- Directed by: Steven Rumbelow
- Screenplay by: Steven Rumbelow; David Moody;
- Based on: Autumn by David Moody
- Produced by: Anton Brejak; John Dunlop; Steven Rumbelow; Matthew Stone; Michael Summerfield;
- Starring: Dexter Fletcher; Dickon Tolson; David Carradine; Anton Brejak; Lana Kamenov; Jody Willis;
- Cinematography: Stephen Crone
- Edited by: Steven Rumbelow; Anthony Valenti;
- Music by: 615; Craig McConnell;
- Production company: Renegade Motion Pictures
- Release date: May 30, 2009;
- Running time: 110 minutes
- Country: Canada
- Language: English

= Autumn (2009 film) =

Autumn is a 2009 Canadian horror film directed by Steven Rumbelow, written by David Moody and Rumbelow, and starring Dexter Fletcher. It was based on Moody's self-published novel Autumn. Fletcher plays a schoolteacher who must survive in a post-apocalyptic world inhabited by evolving zombies. This was the final film of David Carradine released before his death.

== Premise ==
After a viral outbreak kills 99% of the world's population, scattered survivors come together and attempt to deal with the collapse of civilization. They face a new threat when the dead begin to reanimate. Initially catatonic, the corpses slowly regain their senses, become increasingly sensitive to outside stimuli, and show signs of aggression. Eventually, the survivors must fortify themselves against attack and try to find a reason to survive.

== Production ==
Author David Moody had offers on two of his novels, Autumn and Hater, at the same time. Although Hater had Guillermo del Toro attached, Moody reasoned that Autumn, as a small independent film, had a greater chance of being made. Moody made both deals and participated in the making of Autumn.

== Release ==
Autumn played at the 2009 Grimm Up North Festival in the UK.

== Reception ==
The film drew mixed to negative reviews. Reviewing the film while it was still in post-production, Brutal As Hell wrote that the atmosphere and settings of the film are better than other low budget post-apocalyptic films. Sabrina Bangladesh of Shadowlocked.com wrote that the film is too boring to be "so bad it's good". Mark L. Miller of Ain't It Cool News called it "a thinking man's zombie flick with some fun performances and decent effects." Writing in The Zombie Movie Encyclopedia, Volume 2, academic Peter Dendle called the film "a patient meditation" with a "mournful, serious tone" and "rich aesthetic to many of the scenes."
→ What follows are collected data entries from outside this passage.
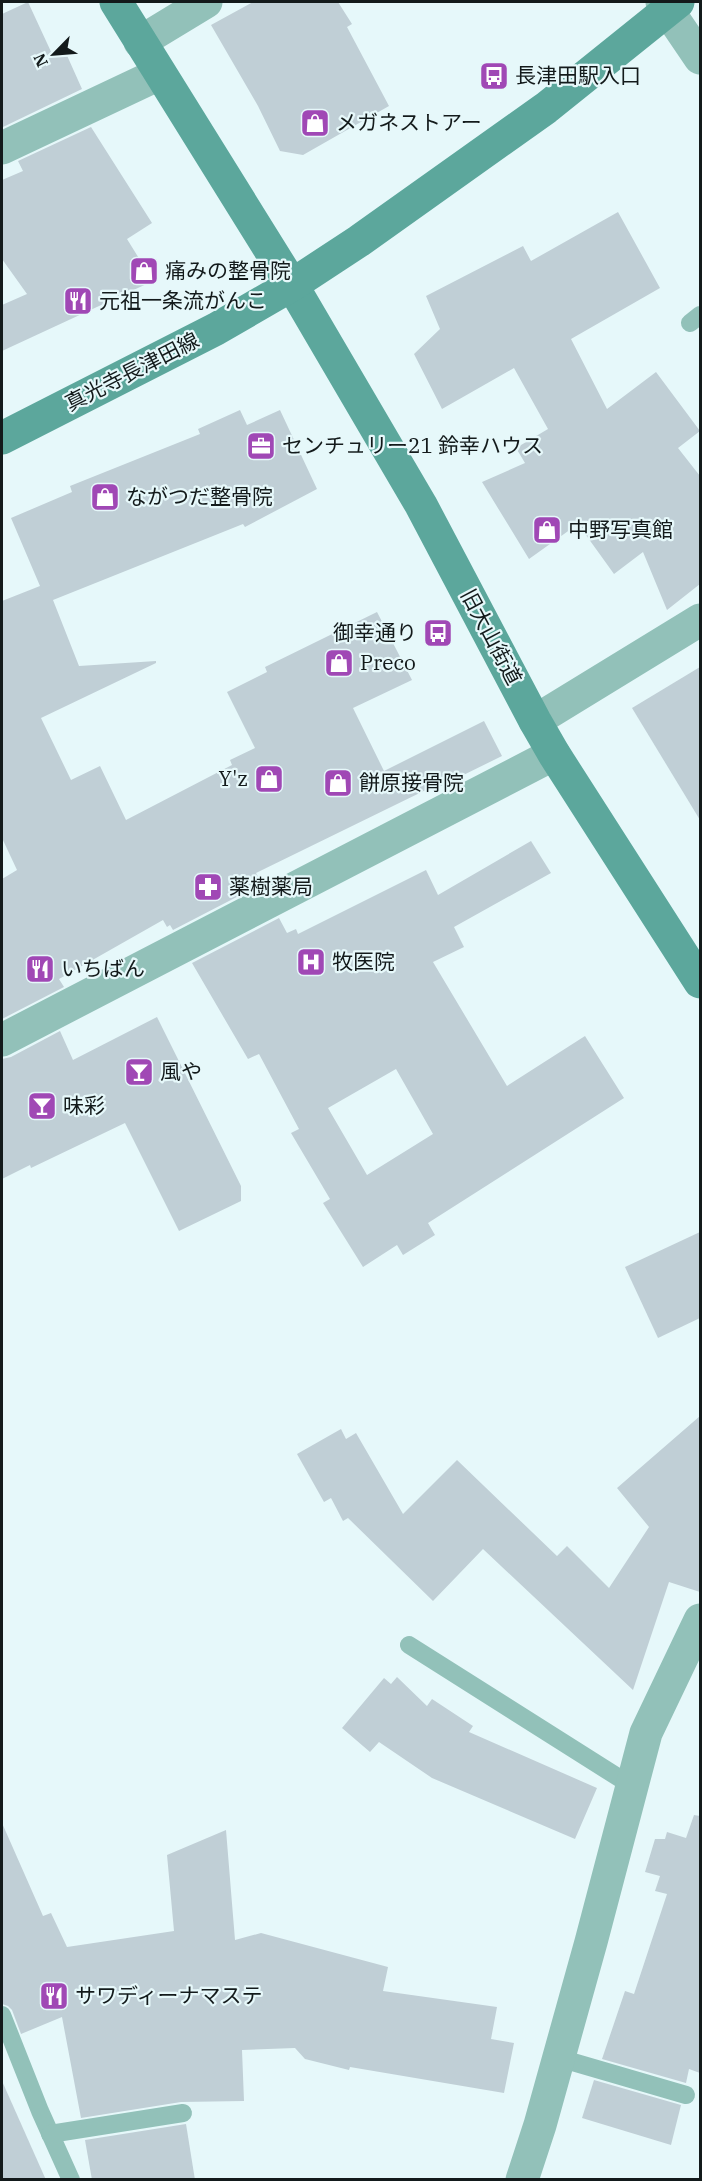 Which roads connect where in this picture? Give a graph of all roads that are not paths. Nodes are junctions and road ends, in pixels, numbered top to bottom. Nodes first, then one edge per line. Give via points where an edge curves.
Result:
1 (116, 2) edge
2 (206, 2) edge
3 (669, 4) edge
4 (140, 42) junction
5 (700, 58) edge
6 (159, 74) junction
7 (2, 148) edge
8 (292, 285) junction
9 (2, 438) edge
10 (700, 620) edge
11 (535, 721) junction
12 (554, 754) junction
13 (700, 982) edge
14 (2, 1040) edge
15 (700, 1620) edge
16 (409, 1645) dead end
17 (632, 1786) junction
18 (2, 2015) edge
19 (559, 2058) junction
20 (686, 2095) dead end
21 (183, 2113) dead end
22 (50, 2134) junction
23 (71, 2180) edge
24 (522, 2180) edge

1 - 4 street, 旧大山街道
2 - 4 street
3 - 5 street
3 - 8 street, 真光寺長津田線 via 546,108
4 - 6 street, 旧大山街道
6 - 7 street
6 - 8 street, 旧大山街道
8 - 9 street, 真光寺長津田線 via 216,329
8 - 11 street, 旧大山街道 via 421,505
10 - 11 street
11 - 12 street, 旧大山街道
12 - 13 street, 旧大山街道
12 - 14 street
15 - 17 street via 646,1733
16 - 17 lane
17 - 19 street
18 - 22 lane
19 - 20 lane
19 - 24 street
21 - 22 lane
22 - 23 lane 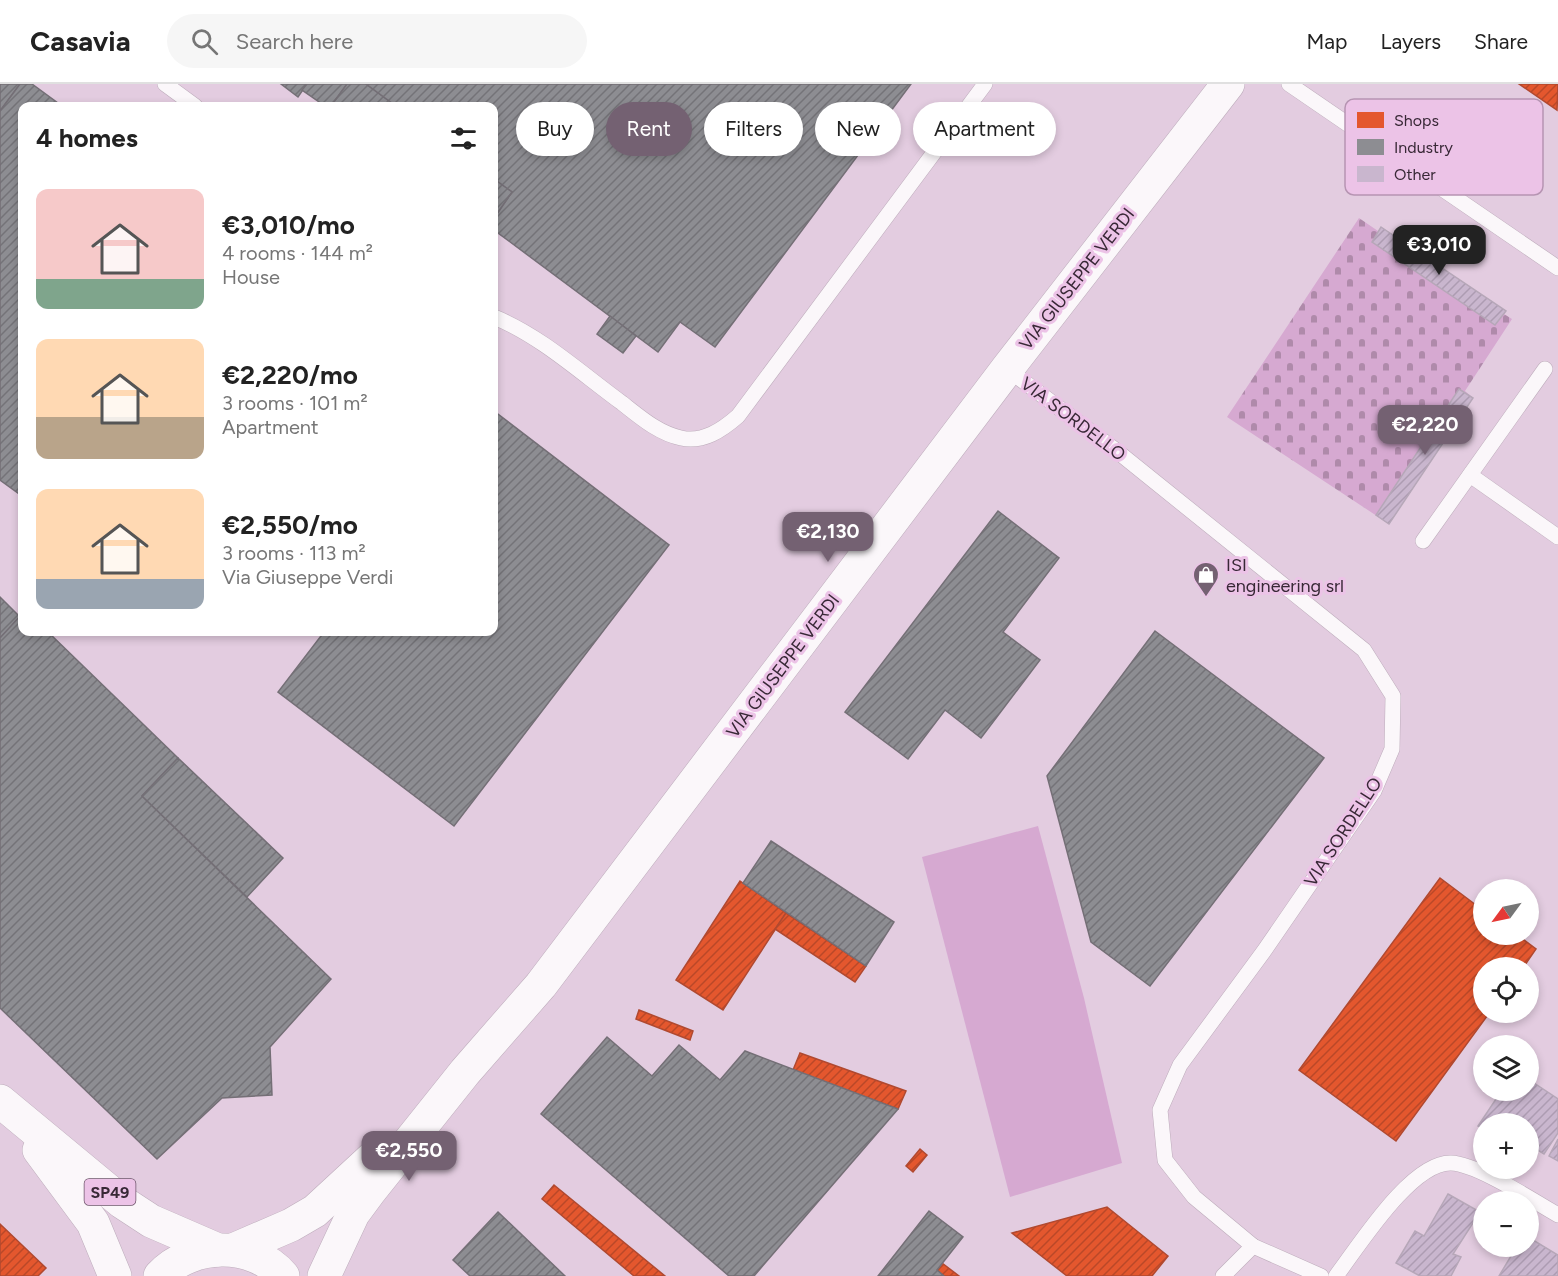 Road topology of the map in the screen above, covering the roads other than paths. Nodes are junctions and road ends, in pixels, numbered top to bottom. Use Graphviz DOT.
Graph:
graph roads {
  1 [pos="165,84"];
  2 [pos="985,84"];
  3 [pos="1228,84"];
  4 [pos="1289,84"];
  5 [pos="190,102"];
  6 [pos="1345,122"];
  7 [pos="1451,195"];
  8 [pos="1558,268"];
  9 [pos="498,319"];
  10 [pos="1007,369"];
  11 [pos="1545,369"];
  12 [pos="1470,475"];
  13 [pos="1558,537"];
  14 [pos="1423,541"];
  15 [pos="465,1072"];
  16 [pos="7,1108"];
  17 [pos="1558,1215"];
  18 [pos="1253,1246"];
  19 [pos="225,1250"];
  20 [pos="115,1276"];
  21 [pos="160,1276"];
  22 [pos="283,1276"];
  23 [pos="324,1276"];
  24 [pos="1223,1276"];
  25 [pos="1321,1276"];
  26 [pos="1336,1276"];
  1 -- 5 [label="lane"];
  2 -- 9 [label="lane"];
  3 -- 10 [label="main road, VIA GIUSEPPE VERDI"];
  4 -- 6 [label="lane"];
  7 -- 8 [label="lane"];
  10 -- 15 [label="main road, VIA GIUSEPPE VERDI"];
  10 -- 18 [label="lane, VIA SORDELLO"];
  11 -- 12 [label="lane"];
  12 -- 13 [label="lane"];
  12 -- 14 [label="lane"];
  15 -- 19 [label="main road, VIA GIUSEPPE VERDI"];
  15 -- 23 [label="main road, VIA GIUSEPPE VERDI"];
  16 -- 19 [label="main road, SP49"];
  16 -- 20 [label="main road, SP49"];
  17 -- 26 [label="lane"];
  18 -- 24 [label="lane"];
  18 -- 25 [label="lane, VIA SORDELLO"];
  19 -- 21 [label="main road, VIA GIUSEPPE VERDI"];
  19 -- 22 [label="main road, SP49"];
}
David Moody, the author of the source novel, said, "Ultimately, although it has some redeeming qualities, and the main cast did a great job, I think it was a disappointment to a lot of people. The filmmakers were really stretched by having to work within a microscopic budget, and there are places where that really shows." The mostly negative reception of Autumn led Dexter Fletcher to direct his own films, which were better received.